== Task to carry out ==
Type out each entry exactly.
□ □ □
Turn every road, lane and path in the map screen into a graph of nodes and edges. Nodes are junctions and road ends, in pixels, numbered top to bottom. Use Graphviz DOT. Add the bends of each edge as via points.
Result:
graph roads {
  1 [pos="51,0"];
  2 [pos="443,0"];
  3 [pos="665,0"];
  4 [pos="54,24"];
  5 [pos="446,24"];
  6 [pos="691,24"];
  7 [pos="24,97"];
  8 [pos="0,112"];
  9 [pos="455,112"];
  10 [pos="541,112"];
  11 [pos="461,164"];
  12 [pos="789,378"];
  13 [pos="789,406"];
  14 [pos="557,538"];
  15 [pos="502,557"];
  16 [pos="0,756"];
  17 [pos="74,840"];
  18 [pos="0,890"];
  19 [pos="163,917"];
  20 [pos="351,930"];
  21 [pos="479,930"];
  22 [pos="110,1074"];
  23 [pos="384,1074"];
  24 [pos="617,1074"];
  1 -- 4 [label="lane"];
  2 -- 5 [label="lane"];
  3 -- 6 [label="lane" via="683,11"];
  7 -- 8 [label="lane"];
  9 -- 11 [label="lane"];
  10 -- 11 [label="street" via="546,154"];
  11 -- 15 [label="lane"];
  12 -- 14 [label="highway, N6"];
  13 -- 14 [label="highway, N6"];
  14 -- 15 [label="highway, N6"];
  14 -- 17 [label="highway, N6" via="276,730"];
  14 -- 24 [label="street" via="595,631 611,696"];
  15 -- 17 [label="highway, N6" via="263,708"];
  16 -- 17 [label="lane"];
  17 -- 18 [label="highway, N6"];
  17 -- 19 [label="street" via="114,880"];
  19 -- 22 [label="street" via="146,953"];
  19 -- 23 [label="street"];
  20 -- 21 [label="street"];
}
□ □ □
== Response to this exercise ==
Turn every road, lane and path in the map screen into a graph of nodes and edges. Nodes are junctions and road ends, in pixels, numbered top to bottom. Use Graphviz DOT. Add the bends of each edge as via points.
Result:
graph roads {
  1 [pos="51,0"];
  2 [pos="443,0"];
  3 [pos="665,0"];
  4 [pos="54,24"];
  5 [pos="446,24"];
  6 [pos="691,24"];
  7 [pos="24,97"];
  8 [pos="0,112"];
  9 [pos="455,112"];
  10 [pos="541,112"];
  11 [pos="461,164"];
  12 [pos="789,378"];
  13 [pos="789,406"];
  14 [pos="557,538"];
  15 [pos="502,557"];
  16 [pos="0,756"];
  17 [pos="74,840"];
  18 [pos="0,890"];
  19 [pos="163,917"];
  20 [pos="351,930"];
  21 [pos="479,930"];
  22 [pos="110,1074"];
  23 [pos="384,1074"];
  24 [pos="617,1074"];
  1 -- 4 [label="lane"];
  2 -- 5 [label="lane"];
  3 -- 6 [label="lane" via="683,11"];
  7 -- 8 [label="lane"];
  9 -- 11 [label="lane"];
  10 -- 11 [label="street" via="546,154"];
  11 -- 15 [label="lane"];
  12 -- 14 [label="highway, N6"];
  13 -- 14 [label="highway, N6"];
  14 -- 15 [label="highway, N6"];
  14 -- 17 [label="highway, N6" via="276,730"];
  14 -- 24 [label="street" via="595,631 611,696"];
  15 -- 17 [label="highway, N6" via="263,708"];
  16 -- 17 [label="lane"];
  17 -- 18 [label="highway, N6"];
  17 -- 19 [label="street" via="114,880"];
  19 -- 22 [label="street" via="146,953"];
  19 -- 23 [label="street"];
  20 -- 21 [label="street"];
}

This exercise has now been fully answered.